Speech also uses an AudioFile service.  The AudioFile service is responsible for the playing of the speech files.  It also responsible for the file cache.

The cache structure is described below:

audioFile --
                    ---- {{Speech Implementation}}
                                       --- {{ voice name }}
                                                    --- {{ mp3 file }}

References


#file : service/Speech.py edit raw
#########################################
# Speech.py
# description: used as a general template
# categories: general
# more info @: http://myrobotlab.org/service/Speech
#########################################

# start the service
speech = Runtime.start('speech','Speech')

 

Examples:


#file : service/Speech.py edit raw
#########################################
# Speech.py
# description: used as a general template
# categories: general
# more info @: http://myrobotlab.org/service/Speech
#########################################

# start the service
speech = Runtime.start('speech','Speech')

kmcgerald's picture

prefetching

Do you think it would be a good idea for the service to start prefetching all of the phrases it needs when it starts up so that if it doesn't need to speak right away it can respond quicker later when it does?

GroG's picture

Caching is almost always a

Caching is almost always a good idea for time consuming tasks...

What delay are you speaking of though?  Let me list them out.

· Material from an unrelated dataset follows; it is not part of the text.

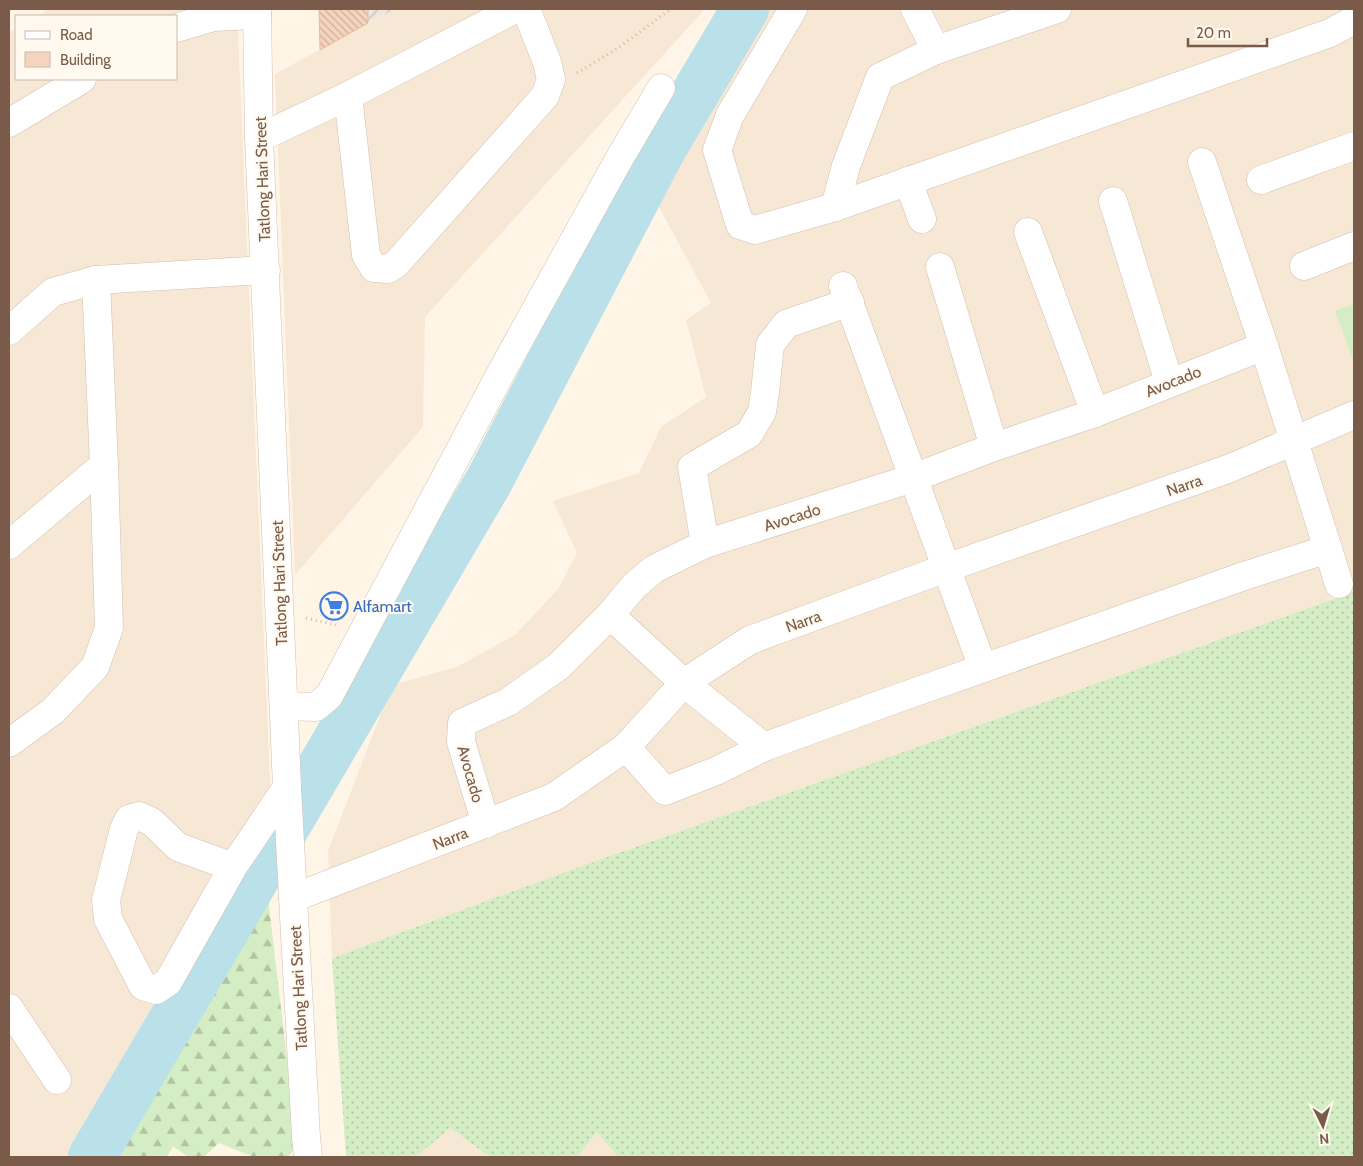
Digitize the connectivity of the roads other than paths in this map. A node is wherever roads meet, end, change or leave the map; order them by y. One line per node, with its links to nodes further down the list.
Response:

The first time a phrase is uttered by the Speech service, and defaults are in place - Speech will go out to Google to get the file.  This by far takes the longest time.  It is saved locally as a mp3 file under AudioFile directory.  

The other delay is starting the thread which plays the audio file. I've looked into caching this before too, but not sucessfully .. yet...

kmcgerald's picture

I'm talking about the first

I'm talking about the first time a phrase is uttered delay.  I'm thinking it would be good to have the service cached them all even before they're needed if a good internet connection is available.  That way you can get them all cached and not worry if the connection goes down later when only one or two that have been used.

Does that make it clearer?  Are the files named in a way that a new instance of the MRL will understand what they are? For example I put together a python script in MRL and test it at home with my internet connected. Then I shut the whole system down and take it to a Maker exhibit and their internet is dead. Will MRL be able to use the cached files from the last time?

Alessandruino's picture

yes KMC... we had a very

yes KMC... we had a very shitty internet connection at makerfaire rome... Gael and me used the files "downloaded" at home !!!

hairygael's picture

Yes kmc, it is a good idea.

Yes kmc, it is a good idea. Caching all the voice commands at once when a good internet connection is available.